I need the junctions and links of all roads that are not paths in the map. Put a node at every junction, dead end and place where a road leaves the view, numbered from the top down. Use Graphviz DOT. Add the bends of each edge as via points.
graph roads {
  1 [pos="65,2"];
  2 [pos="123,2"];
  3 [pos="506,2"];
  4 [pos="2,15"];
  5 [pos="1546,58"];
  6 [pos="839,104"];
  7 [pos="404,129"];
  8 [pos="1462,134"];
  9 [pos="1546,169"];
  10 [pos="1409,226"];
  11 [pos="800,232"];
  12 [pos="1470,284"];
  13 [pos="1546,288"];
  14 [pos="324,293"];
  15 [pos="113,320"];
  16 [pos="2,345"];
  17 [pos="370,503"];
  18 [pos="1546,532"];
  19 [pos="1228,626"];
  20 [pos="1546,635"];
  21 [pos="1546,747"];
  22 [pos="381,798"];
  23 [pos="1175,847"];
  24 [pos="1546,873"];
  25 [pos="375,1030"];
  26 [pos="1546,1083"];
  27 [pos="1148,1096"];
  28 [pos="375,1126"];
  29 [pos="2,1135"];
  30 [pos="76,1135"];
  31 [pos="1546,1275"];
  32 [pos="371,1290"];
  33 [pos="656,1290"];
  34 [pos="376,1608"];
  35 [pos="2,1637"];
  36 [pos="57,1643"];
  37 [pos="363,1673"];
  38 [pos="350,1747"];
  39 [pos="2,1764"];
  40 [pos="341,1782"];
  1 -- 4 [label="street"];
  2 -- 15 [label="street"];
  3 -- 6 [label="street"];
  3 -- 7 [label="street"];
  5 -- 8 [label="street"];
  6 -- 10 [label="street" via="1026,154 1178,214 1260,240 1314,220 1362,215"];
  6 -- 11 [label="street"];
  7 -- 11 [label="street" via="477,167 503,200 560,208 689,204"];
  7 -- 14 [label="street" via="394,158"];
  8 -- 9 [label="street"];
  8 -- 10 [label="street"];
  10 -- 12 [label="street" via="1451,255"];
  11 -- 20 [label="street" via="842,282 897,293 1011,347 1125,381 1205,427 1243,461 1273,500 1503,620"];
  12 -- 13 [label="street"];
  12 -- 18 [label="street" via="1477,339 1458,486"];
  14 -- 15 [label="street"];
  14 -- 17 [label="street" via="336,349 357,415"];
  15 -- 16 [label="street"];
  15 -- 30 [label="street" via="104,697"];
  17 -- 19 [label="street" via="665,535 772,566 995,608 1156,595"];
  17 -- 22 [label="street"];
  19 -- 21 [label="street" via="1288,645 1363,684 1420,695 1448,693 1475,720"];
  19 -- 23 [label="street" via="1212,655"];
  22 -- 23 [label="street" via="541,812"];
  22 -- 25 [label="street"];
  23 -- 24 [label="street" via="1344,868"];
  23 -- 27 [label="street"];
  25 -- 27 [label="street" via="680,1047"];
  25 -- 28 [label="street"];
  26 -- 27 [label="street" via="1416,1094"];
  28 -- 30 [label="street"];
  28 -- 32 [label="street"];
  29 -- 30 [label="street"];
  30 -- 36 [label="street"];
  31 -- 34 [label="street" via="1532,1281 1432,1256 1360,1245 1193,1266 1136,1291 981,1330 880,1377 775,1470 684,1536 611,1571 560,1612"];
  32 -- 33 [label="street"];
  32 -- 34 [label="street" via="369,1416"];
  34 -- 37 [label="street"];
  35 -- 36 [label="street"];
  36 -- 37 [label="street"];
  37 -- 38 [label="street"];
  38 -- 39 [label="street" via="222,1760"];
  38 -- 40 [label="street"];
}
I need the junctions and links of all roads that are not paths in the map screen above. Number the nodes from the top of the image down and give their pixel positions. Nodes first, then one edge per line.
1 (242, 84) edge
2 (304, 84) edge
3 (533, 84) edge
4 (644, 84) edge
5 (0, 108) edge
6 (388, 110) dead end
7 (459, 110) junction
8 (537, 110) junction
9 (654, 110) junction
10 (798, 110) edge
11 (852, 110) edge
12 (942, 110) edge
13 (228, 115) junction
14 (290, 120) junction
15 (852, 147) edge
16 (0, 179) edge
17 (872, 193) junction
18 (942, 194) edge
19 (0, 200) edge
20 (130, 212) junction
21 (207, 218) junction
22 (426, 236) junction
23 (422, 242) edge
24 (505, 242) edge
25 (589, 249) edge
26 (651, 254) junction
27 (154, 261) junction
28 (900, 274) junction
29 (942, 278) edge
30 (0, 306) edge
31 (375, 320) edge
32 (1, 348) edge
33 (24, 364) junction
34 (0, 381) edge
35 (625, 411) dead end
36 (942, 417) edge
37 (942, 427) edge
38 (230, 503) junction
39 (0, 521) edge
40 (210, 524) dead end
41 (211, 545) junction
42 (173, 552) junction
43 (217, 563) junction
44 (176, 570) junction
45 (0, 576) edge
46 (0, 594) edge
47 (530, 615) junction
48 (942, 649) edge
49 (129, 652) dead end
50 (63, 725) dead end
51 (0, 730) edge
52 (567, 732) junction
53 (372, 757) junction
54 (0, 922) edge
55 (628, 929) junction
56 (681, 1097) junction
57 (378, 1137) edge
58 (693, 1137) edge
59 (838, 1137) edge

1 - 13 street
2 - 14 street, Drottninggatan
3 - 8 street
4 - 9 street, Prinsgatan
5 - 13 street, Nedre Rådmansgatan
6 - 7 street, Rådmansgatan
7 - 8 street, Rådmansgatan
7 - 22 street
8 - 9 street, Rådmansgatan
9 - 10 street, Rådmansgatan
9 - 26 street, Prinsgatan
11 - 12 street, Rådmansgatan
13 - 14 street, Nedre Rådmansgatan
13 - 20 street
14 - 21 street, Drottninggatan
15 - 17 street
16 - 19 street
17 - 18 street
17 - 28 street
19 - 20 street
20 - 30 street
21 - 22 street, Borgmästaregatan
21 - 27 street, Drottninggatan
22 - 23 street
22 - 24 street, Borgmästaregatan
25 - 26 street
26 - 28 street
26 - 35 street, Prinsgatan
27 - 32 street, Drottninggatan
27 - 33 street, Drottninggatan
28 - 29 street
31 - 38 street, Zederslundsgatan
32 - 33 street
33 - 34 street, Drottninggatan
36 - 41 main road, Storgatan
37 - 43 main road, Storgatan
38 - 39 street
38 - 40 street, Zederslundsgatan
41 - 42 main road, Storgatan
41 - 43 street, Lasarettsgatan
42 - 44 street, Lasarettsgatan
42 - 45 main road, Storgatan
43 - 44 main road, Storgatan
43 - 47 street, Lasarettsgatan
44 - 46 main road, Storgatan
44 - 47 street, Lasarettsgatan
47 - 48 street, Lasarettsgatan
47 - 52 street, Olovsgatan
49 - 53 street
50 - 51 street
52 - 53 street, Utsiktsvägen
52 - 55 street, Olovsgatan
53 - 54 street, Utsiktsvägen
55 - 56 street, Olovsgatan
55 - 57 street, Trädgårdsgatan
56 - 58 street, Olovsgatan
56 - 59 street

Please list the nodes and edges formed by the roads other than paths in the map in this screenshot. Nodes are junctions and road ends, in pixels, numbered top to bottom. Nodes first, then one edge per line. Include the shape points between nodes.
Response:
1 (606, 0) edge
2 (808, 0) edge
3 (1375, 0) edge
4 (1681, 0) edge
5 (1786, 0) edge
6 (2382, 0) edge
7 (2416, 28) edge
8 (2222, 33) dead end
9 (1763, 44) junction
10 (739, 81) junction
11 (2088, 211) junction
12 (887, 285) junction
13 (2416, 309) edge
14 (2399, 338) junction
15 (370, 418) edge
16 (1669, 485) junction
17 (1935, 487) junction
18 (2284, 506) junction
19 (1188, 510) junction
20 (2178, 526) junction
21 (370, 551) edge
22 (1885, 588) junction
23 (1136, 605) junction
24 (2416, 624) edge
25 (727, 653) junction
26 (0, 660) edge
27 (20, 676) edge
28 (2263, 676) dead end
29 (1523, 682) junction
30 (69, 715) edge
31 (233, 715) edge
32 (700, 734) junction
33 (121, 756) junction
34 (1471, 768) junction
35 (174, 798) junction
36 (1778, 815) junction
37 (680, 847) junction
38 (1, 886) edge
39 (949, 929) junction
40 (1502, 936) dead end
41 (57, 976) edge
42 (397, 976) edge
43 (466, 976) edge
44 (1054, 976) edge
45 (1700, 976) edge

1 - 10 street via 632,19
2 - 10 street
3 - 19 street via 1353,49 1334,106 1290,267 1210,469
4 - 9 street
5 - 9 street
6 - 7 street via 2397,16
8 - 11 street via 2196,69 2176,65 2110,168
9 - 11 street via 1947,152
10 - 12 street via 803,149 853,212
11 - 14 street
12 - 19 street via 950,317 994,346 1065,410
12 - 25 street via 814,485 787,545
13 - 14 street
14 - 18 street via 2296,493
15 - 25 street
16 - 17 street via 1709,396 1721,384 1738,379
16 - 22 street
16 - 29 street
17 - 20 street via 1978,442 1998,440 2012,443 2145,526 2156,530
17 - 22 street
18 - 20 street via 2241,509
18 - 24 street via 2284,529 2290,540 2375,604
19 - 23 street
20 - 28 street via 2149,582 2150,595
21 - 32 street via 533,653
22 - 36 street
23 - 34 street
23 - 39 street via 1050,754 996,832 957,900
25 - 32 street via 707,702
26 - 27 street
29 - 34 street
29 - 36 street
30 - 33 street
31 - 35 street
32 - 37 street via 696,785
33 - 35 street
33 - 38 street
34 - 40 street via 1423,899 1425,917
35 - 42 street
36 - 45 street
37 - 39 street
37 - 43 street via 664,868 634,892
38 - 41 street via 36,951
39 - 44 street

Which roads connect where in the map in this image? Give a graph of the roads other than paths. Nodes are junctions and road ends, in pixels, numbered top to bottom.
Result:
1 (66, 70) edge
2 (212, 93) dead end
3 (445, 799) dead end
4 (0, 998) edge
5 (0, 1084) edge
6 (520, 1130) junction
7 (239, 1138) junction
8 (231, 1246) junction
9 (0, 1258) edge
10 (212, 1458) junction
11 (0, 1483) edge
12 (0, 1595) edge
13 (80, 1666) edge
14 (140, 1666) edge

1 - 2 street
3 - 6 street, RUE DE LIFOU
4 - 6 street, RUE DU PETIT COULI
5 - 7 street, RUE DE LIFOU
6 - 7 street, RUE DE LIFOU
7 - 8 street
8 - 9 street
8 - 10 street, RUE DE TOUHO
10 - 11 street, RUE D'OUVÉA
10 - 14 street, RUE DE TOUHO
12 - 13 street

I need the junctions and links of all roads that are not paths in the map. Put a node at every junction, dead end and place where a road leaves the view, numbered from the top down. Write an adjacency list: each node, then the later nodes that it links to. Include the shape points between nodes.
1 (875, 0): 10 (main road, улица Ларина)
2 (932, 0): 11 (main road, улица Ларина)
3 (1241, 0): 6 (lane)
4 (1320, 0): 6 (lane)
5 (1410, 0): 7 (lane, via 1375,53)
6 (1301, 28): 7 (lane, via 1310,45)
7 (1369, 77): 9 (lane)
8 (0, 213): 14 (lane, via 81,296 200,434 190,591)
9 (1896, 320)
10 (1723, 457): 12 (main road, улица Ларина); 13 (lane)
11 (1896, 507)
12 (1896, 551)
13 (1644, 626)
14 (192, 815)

-------------------------

» Problem description
Count the lines of the entries that hold the string "LIFOU", then state that number and nothing more.

» Exercise solution
3